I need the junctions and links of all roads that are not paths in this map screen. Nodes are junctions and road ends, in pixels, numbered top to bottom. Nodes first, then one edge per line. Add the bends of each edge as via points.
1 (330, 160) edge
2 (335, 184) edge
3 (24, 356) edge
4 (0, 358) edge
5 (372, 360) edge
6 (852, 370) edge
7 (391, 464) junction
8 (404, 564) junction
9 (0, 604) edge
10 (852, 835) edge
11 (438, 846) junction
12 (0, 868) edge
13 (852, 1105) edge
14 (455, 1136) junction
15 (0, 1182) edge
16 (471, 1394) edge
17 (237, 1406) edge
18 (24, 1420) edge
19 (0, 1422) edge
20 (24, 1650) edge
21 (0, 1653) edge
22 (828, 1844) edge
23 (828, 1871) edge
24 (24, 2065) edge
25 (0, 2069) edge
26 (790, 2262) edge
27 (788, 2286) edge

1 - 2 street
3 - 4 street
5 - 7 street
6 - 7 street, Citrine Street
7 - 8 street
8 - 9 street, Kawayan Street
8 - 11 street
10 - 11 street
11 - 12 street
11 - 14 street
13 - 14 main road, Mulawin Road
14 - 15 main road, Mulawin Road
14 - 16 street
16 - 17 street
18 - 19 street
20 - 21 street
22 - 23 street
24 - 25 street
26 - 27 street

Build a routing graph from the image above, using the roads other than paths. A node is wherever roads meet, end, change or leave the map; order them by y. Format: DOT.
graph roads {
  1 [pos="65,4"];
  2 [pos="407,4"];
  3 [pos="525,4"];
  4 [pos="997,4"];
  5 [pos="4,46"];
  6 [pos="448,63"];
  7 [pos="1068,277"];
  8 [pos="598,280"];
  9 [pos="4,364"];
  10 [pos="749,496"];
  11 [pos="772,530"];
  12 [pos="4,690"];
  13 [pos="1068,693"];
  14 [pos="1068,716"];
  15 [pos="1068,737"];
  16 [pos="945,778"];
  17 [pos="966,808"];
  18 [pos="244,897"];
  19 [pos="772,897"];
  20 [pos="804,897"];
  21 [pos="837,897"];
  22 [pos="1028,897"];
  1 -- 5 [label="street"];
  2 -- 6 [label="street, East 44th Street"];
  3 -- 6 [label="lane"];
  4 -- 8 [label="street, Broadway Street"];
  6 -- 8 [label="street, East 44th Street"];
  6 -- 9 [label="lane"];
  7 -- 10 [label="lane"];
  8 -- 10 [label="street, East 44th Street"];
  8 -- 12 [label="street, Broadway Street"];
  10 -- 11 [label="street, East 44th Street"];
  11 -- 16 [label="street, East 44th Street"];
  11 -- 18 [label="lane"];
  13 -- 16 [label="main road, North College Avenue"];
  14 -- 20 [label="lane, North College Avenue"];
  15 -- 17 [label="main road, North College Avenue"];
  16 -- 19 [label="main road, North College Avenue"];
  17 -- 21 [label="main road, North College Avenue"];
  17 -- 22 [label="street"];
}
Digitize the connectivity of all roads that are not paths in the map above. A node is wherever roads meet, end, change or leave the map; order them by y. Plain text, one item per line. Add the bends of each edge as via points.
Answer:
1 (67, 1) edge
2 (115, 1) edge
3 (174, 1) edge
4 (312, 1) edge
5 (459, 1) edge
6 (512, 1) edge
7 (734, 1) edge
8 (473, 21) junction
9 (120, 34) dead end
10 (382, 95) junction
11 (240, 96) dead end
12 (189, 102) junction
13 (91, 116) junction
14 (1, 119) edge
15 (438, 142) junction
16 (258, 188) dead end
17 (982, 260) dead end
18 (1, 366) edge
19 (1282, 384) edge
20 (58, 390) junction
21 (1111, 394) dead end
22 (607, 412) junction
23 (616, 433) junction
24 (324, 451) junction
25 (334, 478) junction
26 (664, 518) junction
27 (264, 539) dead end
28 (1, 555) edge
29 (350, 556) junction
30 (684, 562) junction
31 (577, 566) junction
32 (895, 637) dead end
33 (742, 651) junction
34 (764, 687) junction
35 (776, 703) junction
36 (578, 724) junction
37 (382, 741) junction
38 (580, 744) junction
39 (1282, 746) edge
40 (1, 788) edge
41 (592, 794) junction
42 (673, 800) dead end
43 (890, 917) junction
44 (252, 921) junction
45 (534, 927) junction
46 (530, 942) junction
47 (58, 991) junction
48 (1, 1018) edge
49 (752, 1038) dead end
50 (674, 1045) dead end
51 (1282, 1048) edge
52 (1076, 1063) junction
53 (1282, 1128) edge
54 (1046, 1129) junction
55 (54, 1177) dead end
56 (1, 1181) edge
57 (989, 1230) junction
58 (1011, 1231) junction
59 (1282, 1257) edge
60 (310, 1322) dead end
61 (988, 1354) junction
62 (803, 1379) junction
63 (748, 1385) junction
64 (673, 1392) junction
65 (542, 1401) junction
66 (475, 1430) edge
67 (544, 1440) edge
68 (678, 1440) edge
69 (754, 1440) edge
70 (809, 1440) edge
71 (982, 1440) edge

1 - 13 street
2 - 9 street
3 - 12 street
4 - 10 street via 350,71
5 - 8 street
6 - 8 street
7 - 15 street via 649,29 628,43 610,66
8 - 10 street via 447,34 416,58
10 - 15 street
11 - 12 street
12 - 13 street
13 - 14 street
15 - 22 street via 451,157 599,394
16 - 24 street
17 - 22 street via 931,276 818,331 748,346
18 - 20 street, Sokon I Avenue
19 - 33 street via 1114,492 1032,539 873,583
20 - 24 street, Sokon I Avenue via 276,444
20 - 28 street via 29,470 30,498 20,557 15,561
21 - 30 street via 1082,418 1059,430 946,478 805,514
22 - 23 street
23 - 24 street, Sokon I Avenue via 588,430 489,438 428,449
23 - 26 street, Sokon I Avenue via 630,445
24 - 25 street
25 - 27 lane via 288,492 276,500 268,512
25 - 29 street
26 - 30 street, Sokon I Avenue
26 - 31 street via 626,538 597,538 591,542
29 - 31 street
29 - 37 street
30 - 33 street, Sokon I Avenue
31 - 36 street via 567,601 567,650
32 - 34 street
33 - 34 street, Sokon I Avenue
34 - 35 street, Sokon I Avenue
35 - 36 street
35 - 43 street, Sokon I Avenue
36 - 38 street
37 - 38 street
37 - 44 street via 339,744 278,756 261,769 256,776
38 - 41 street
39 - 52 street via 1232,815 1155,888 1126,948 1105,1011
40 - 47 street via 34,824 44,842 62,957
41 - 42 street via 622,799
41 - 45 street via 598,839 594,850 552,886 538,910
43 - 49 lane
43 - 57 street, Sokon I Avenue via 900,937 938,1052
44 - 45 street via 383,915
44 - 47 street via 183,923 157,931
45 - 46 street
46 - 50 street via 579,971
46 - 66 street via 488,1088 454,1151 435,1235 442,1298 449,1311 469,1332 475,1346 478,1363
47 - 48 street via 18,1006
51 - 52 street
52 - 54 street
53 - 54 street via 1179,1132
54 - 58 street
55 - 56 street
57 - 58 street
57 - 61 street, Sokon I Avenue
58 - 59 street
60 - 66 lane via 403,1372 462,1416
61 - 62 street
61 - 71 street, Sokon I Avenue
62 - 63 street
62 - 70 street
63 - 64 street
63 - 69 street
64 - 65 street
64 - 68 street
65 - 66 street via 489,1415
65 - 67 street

★ ★ ★ ★ ★

== Try it ==
Every entry shown above should be written out again without a single difference.

== Output ==
I need the junctions and links of all roads that are not paths in this map screen. Nodes are junctions and road ends, in pixels, numbered top to bottom. Nodes first, then one edge per line. Add the bends of each edge as via points.
1 (330, 160) edge
2 (335, 184) edge
3 (24, 356) edge
4 (0, 358) edge
5 (372, 360) edge
6 (852, 370) edge
7 (391, 464) junction
8 (404, 564) junction
9 (0, 604) edge
10 (852, 835) edge
11 (438, 846) junction
12 (0, 868) edge
13 (852, 1105) edge
14 (455, 1136) junction
15 (0, 1182) edge
16 (471, 1394) edge
17 (237, 1406) edge
18 (24, 1420) edge
19 (0, 1422) edge
20 (24, 1650) edge
21 (0, 1653) edge
22 (828, 1844) edge
23 (828, 1871) edge
24 (24, 2065) edge
25 (0, 2069) edge
26 (790, 2262) edge
27 (788, 2286) edge

1 - 2 street
3 - 4 street
5 - 7 street
6 - 7 street, Citrine Street
7 - 8 street
8 - 9 street, Kawayan Street
8 - 11 street
10 - 11 street
11 - 12 street
11 - 14 street
13 - 14 main road, Mulawin Road
14 - 15 main road, Mulawin Road
14 - 16 street
16 - 17 street
18 - 19 street
20 - 21 street
22 - 23 street
24 - 25 street
26 - 27 street

Build a routing graph from the image above, using the roads other than paths. A node is wherever roads meet, end, change or leave the map; order them by y. Format: DOT.
graph roads {
  1 [pos="65,4"];
  2 [pos="407,4"];
  3 [pos="525,4"];
  4 [pos="997,4"];
  5 [pos="4,46"];
  6 [pos="448,63"];
  7 [pos="1068,277"];
  8 [pos="598,280"];
  9 [pos="4,364"];
  10 [pos="749,496"];
  11 [pos="772,530"];
  12 [pos="4,690"];
  13 [pos="1068,693"];
  14 [pos="1068,716"];
  15 [pos="1068,737"];
  16 [pos="945,778"];
  17 [pos="966,808"];
  18 [pos="244,897"];
  19 [pos="772,897"];
  20 [pos="804,897"];
  21 [pos="837,897"];
  22 [pos="1028,897"];
  1 -- 5 [label="street"];
  2 -- 6 [label="street, East 44th Street"];
  3 -- 6 [label="lane"];
  4 -- 8 [label="street, Broadway Street"];
  6 -- 8 [label="street, East 44th Street"];
  6 -- 9 [label="lane"];
  7 -- 10 [label="lane"];
  8 -- 10 [label="street, East 44th Street"];
  8 -- 12 [label="street, Broadway Street"];
  10 -- 11 [label="street, East 44th Street"];
  11 -- 16 [label="street, East 44th Street"];
  11 -- 18 [label="lane"];
  13 -- 16 [label="main road, North College Avenue"];
  14 -- 20 [label="lane, North College Avenue"];
  15 -- 17 [label="main road, North College Avenue"];
  16 -- 19 [label="main road, North College Avenue"];
  17 -- 21 [label="main road, North College Avenue"];
  17 -- 22 [label="street"];
}
Digitize the connectivity of all roads that are not paths in the map above. A node is wherever roads meet, end, change or leave the map; order them by y. Plain text, one item per line. Add the bends of each edge as via points.
Answer:
1 (67, 1) edge
2 (115, 1) edge
3 (174, 1) edge
4 (312, 1) edge
5 (459, 1) edge
6 (512, 1) edge
7 (734, 1) edge
8 (473, 21) junction
9 (120, 34) dead end
10 (382, 95) junction
11 (240, 96) dead end
12 (189, 102) junction
13 (91, 116) junction
14 (1, 119) edge
15 (438, 142) junction
16 (258, 188) dead end
17 (982, 260) dead end
18 (1, 366) edge
19 (1282, 384) edge
20 (58, 390) junction
21 (1111, 394) dead end
22 (607, 412) junction
23 (616, 433) junction
24 (324, 451) junction
25 (334, 478) junction
26 (664, 518) junction
27 (264, 539) dead end
28 (1, 555) edge
29 (350, 556) junction
30 (684, 562) junction
31 (577, 566) junction
32 (895, 637) dead end
33 (742, 651) junction
34 (764, 687) junction
35 (776, 703) junction
36 (578, 724) junction
37 (382, 741) junction
38 (580, 744) junction
39 (1282, 746) edge
40 (1, 788) edge
41 (592, 794) junction
42 (673, 800) dead end
43 (890, 917) junction
44 (252, 921) junction
45 (534, 927) junction
46 (530, 942) junction
47 (58, 991) junction
48 (1, 1018) edge
49 (752, 1038) dead end
50 (674, 1045) dead end
51 (1282, 1048) edge
52 (1076, 1063) junction
53 (1282, 1128) edge
54 (1046, 1129) junction
55 (54, 1177) dead end
56 (1, 1181) edge
57 (989, 1230) junction
58 (1011, 1231) junction
59 (1282, 1257) edge
60 (310, 1322) dead end
61 (988, 1354) junction
62 (803, 1379) junction
63 (748, 1385) junction
64 (673, 1392) junction
65 (542, 1401) junction
66 (475, 1430) edge
67 (544, 1440) edge
68 (678, 1440) edge
69 (754, 1440) edge
70 (809, 1440) edge
71 (982, 1440) edge

1 - 13 street
2 - 9 street
3 - 12 street
4 - 10 street via 350,71
5 - 8 street
6 - 8 street
7 - 15 street via 649,29 628,43 610,66
8 - 10 street via 447,34 416,58
10 - 15 street
11 - 12 street
12 - 13 street
13 - 14 street
15 - 22 street via 451,157 599,394
16 - 24 street
17 - 22 street via 931,276 818,331 748,346
18 - 20 street, Sokon I Avenue
19 - 33 street via 1114,492 1032,539 873,583
20 - 24 street, Sokon I Avenue via 276,444
20 - 28 street via 29,470 30,498 20,557 15,561
21 - 30 street via 1082,418 1059,430 946,478 805,514
22 - 23 street
23 - 24 street, Sokon I Avenue via 588,430 489,438 428,449
23 - 26 street, Sokon I Avenue via 630,445
24 - 25 street
25 - 27 lane via 288,492 276,500 268,512
25 - 29 street
26 - 30 street, Sokon I Avenue
26 - 31 street via 626,538 597,538 591,542
29 - 31 street
29 - 37 street
30 - 33 street, Sokon I Avenue
31 - 36 street via 567,601 567,650
32 - 34 street
33 - 34 street, Sokon I Avenue
34 - 35 street, Sokon I Avenue
35 - 36 street
35 - 43 street, Sokon I Avenue
36 - 38 street
37 - 38 street
37 - 44 street via 339,744 278,756 261,769 256,776
38 - 41 street
39 - 52 street via 1232,815 1155,888 1126,948 1105,1011
40 - 47 street via 34,824 44,842 62,957
41 - 42 street via 622,799
41 - 45 street via 598,839 594,850 552,886 538,910
43 - 49 lane
43 - 57 street, Sokon I Avenue via 900,937 938,1052
44 - 45 street via 383,915
44 - 47 street via 183,923 157,931
45 - 46 street
46 - 50 street via 579,971
46 - 66 street via 488,1088 454,1151 435,1235 442,1298 449,1311 469,1332 475,1346 478,1363
47 - 48 street via 18,1006
51 - 52 street
52 - 54 street
53 - 54 street via 1179,1132
54 - 58 street
55 - 56 street
57 - 58 street
57 - 61 street, Sokon I Avenue
58 - 59 street
60 - 66 lane via 403,1372 462,1416
61 - 62 street
61 - 71 street, Sokon I Avenue
62 - 63 street
62 - 70 street
63 - 64 street
63 - 69 street
64 - 65 street
64 - 68 street
65 - 66 street via 489,1415
65 - 67 street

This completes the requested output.